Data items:
........
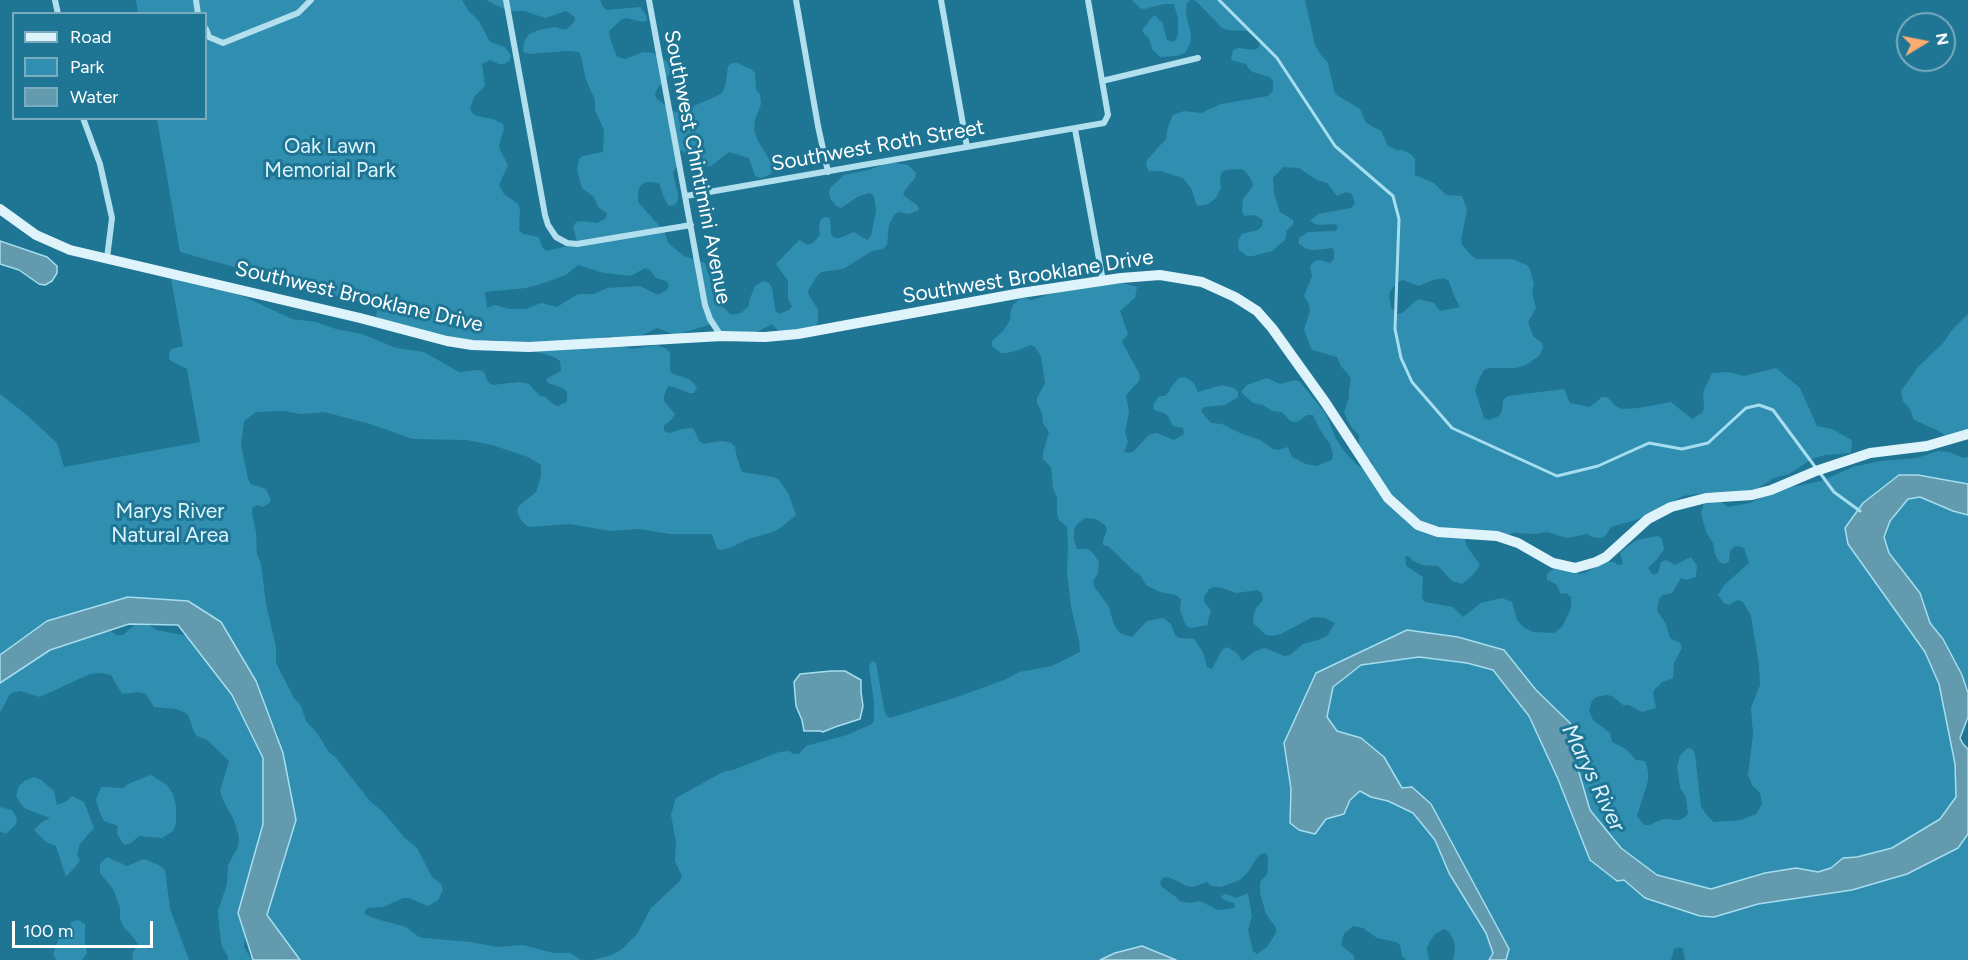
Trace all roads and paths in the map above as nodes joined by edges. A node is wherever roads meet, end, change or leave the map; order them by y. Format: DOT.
graph roads {
  1 [pos="311,0"];
  2 [pos="506,0"];
  3 [pos="649,0"];
  4 [pos="796,0"];
  5 [pos="941,0"];
  6 [pos="1088,0"];
  7 [pos="207,32"];
  8 [pos="1198,58"];
  9 [pos="1102,81"];
  10 [pos="84,120"];
  11 [pos="1075,129"];
  12 [pos="967,147"];
  13 [pos="828,172"];
  14 [pos="686,195"];
  15 [pos="0,209"];
  16 [pos="691,225"];
  17 [pos="107,258"];
  18 [pos="1103,281"];
  19 [pos="722,336"];
  20 [pos="1968,434"];
  1 -- 7 [label="street"];
  2 -- 16 [label="street"];
  3 -- 14 [label="street, Southwest Chintimini Avenue"];
  4 -- 13 [label="street"];
  5 -- 12 [label="street"];
  6 -- 9 [label="street"];
  8 -- 9 [label="street"];
  9 -- 11 [label="street, Southwest Roth Street"];
  10 -- 17 [label="street"];
  11 -- 12 [label="street, Southwest Roth Street"];
  11 -- 18 [label="street"];
  12 -- 13 [label="street, Southwest Roth Street"];
  13 -- 14 [label="street, Southwest Roth Street"];
  14 -- 16 [label="street, Southwest Chintimini Avenue"];
  15 -- 17 [label="street, Southwest Brooklane Drive"];
  16 -- 19 [label="street, Southwest Chintimini Avenue"];
  17 -- 19 [label="street, Southwest Brooklane Drive"];
  18 -- 19 [label="street, Southwest Brooklane Drive"];
  18 -- 20 [label="street, Southwest Brooklane Drive"];
}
........
> [Problem requirements]
Among the entries above, how many lines hold the word "Avenue"? Reply with only that number.

> [Answer to the exercise]
3